The article analyzes the romantic vision of the world’s most beautiful serenade.
The Text
I arise from dreams of thee
In the first sweet sleep of night,
When the winds are breathing low,
And the stars are shining bright:
I arise from dreams of thee
And a spirit in my feet
Hath led me– who knows how?
To thy chamber window , Sweet!
The wandering airs they faint
On the dark, the silent stream–
The champak odors fail
Like sweet thoughts in a dream;
The nightingale’s complaint,
It dies upon her heart,–
Oh beloved as thou art!
Oh lift me from the grass!
I die! I faint! I fail!
Let thy love in kisses rain
On my lips and eyelids pale
My cheek is cold and white, alas!
My heart beats loud and fast:
Oh ! Press it to thine own again,
Where it will break at last.
Romantic Vision
The “Indian Serenade” is a romantic hyperbole in the form of a song expressing sensationalism depicted by a lovesick lover. Central to the vision is “poetic madness.” Shelley uses the keyword “serenade” , a song rendered at night in the open air for a beloved, in most cases, beneath the lover’s window. Shelley turns the serenader’s forlorn feeling from the absence of his beloved into a melody which, incidentally, has become his immortal song.
The romantic vision is brought into sharp perspective by the succession of dreamlike images through the use of apostrophe. Apostrophizing the lady conspires the illusion of night establishing a figurative contrast between the “nightingale’s complaint” and the flaming heart desire, the longing to see the beloved.
In the first stanza the poetic speaker narrates rather naively how he responds to his dreams of his beloved “in the first sweet sleep of night when the winds are breathing low and the stars are shining bright.” These dreams inspire the “spirit” in his feet, an inexplicable magnetic force equivalent to “I can’t help it” that guides him to the beloved’s chamber window.

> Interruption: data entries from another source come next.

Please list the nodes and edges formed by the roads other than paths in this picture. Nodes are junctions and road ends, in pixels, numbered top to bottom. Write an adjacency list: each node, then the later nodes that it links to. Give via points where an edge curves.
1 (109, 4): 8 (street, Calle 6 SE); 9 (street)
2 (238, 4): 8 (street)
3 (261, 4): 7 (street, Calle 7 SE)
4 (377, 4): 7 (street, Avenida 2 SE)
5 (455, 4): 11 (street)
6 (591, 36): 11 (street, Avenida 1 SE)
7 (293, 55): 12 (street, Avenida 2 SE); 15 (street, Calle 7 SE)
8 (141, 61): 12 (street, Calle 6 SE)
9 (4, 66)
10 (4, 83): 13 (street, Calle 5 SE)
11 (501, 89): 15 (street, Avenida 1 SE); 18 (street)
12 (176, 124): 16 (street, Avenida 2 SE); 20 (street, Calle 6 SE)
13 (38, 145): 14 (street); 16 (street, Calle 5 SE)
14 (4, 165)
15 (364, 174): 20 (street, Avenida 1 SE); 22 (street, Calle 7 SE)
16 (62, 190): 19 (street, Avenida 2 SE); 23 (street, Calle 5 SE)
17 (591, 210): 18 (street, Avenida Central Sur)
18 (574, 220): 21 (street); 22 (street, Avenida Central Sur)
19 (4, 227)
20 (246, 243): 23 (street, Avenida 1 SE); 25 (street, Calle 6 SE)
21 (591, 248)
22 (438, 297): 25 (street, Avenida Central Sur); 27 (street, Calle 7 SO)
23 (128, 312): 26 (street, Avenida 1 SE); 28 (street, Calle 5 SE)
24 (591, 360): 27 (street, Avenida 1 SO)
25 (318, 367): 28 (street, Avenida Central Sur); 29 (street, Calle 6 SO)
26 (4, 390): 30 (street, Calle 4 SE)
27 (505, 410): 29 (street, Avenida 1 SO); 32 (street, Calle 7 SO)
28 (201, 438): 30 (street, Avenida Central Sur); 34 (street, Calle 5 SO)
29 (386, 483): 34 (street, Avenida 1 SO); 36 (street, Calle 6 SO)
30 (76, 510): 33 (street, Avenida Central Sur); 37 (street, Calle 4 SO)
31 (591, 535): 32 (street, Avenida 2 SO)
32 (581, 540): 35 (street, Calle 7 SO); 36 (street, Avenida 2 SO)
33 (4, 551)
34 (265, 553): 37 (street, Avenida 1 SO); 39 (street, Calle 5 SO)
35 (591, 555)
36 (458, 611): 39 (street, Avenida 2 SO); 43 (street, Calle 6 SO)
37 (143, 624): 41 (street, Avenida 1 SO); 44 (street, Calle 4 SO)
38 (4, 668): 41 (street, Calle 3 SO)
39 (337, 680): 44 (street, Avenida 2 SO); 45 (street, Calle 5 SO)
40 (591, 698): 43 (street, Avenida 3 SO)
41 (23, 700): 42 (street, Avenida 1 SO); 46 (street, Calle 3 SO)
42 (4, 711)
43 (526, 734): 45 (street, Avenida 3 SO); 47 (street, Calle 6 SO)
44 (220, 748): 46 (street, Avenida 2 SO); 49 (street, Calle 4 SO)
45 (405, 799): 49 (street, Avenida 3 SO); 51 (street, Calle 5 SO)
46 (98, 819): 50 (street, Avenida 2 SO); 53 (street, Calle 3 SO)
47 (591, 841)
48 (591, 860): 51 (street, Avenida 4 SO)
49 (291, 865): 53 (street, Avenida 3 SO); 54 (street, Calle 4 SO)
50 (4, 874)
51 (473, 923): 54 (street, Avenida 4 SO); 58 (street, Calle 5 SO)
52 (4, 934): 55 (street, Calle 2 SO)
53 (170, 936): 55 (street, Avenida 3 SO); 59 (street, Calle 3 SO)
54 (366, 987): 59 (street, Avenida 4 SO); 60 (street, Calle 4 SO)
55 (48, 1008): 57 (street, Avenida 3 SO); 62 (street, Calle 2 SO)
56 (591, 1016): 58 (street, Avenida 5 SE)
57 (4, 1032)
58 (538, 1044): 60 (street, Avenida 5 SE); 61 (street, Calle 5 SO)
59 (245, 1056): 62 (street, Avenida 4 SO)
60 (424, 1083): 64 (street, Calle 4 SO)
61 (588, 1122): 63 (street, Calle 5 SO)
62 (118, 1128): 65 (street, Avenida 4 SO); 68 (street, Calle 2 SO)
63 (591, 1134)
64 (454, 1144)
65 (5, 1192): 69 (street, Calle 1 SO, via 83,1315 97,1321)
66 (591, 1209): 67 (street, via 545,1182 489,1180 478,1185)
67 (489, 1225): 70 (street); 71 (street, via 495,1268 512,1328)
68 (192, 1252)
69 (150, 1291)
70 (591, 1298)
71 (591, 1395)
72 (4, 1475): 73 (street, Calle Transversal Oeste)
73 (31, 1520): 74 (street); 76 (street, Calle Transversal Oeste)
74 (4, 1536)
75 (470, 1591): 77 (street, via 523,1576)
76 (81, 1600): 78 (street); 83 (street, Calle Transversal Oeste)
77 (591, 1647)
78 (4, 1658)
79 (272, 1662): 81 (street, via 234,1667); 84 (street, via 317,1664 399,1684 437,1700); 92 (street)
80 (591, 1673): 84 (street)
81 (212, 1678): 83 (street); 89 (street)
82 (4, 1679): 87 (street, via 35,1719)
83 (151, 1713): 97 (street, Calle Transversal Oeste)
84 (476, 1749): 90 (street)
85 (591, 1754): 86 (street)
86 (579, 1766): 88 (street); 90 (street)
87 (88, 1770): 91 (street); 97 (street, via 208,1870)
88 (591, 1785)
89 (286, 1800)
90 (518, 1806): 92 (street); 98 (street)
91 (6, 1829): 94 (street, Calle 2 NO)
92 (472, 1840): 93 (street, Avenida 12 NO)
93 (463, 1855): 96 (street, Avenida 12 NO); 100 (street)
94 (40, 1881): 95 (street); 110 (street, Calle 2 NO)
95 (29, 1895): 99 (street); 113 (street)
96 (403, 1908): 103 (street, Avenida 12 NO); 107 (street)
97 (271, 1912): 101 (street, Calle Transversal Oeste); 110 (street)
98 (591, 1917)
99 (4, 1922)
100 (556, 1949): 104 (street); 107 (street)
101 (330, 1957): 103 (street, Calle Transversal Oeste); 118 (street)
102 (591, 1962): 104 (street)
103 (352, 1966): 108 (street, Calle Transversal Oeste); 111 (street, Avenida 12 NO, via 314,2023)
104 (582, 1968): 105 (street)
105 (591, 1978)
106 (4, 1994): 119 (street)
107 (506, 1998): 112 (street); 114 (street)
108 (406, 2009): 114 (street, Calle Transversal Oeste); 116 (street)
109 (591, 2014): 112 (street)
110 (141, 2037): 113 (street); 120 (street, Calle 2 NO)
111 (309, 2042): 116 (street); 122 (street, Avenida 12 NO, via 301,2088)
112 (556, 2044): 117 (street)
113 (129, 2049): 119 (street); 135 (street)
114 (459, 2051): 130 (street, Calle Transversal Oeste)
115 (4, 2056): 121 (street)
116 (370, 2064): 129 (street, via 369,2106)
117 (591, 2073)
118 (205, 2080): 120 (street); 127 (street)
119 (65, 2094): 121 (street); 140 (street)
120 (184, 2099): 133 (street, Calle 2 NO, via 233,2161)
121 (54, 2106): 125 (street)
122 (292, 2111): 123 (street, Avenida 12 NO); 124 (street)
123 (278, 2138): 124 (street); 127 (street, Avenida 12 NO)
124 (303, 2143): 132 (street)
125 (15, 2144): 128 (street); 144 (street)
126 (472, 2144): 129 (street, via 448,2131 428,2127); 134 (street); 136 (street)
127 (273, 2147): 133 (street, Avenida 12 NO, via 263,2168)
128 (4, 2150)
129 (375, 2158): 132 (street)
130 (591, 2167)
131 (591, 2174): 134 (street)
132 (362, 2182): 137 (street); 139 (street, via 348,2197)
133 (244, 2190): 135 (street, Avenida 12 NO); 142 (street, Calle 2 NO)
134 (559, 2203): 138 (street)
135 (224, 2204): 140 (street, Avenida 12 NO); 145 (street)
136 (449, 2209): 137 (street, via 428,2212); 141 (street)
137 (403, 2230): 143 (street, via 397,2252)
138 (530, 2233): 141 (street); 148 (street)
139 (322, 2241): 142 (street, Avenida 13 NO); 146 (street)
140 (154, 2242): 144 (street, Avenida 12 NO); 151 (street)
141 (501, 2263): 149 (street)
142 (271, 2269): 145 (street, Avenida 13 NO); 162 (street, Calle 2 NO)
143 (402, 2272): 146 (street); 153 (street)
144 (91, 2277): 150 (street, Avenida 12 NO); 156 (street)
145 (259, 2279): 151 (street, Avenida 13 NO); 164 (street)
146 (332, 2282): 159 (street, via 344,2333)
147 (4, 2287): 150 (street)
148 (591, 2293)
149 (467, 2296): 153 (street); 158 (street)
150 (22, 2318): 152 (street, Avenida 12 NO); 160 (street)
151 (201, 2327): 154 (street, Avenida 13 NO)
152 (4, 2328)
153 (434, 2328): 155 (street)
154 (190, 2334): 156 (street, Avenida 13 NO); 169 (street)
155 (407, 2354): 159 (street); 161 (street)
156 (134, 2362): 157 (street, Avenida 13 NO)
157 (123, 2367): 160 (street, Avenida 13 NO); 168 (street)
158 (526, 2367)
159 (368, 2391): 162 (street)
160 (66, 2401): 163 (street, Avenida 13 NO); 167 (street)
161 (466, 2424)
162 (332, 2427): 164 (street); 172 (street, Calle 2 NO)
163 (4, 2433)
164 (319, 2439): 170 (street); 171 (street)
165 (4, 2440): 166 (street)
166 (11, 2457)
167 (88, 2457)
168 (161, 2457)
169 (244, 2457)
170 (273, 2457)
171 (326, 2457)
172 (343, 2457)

Shelley uses the star as a visual symbol for joy which, with its quickening or harmonizing light, is a source of delight. Intensifying the poetic ardor, Shelley establishes a contrast between the brilliance of the stars and ” the dark, the silent stream.”
In the second stanza, one sees the night in bloom as the champak perfumes the air with subtle seduction. Mother Earth gives birth to odors, colors, and sounds as Shelley weaves a hypnotic poem, a mosaic of sense impressions enhanced by the use of the word “champak” , a spicy Indian tree.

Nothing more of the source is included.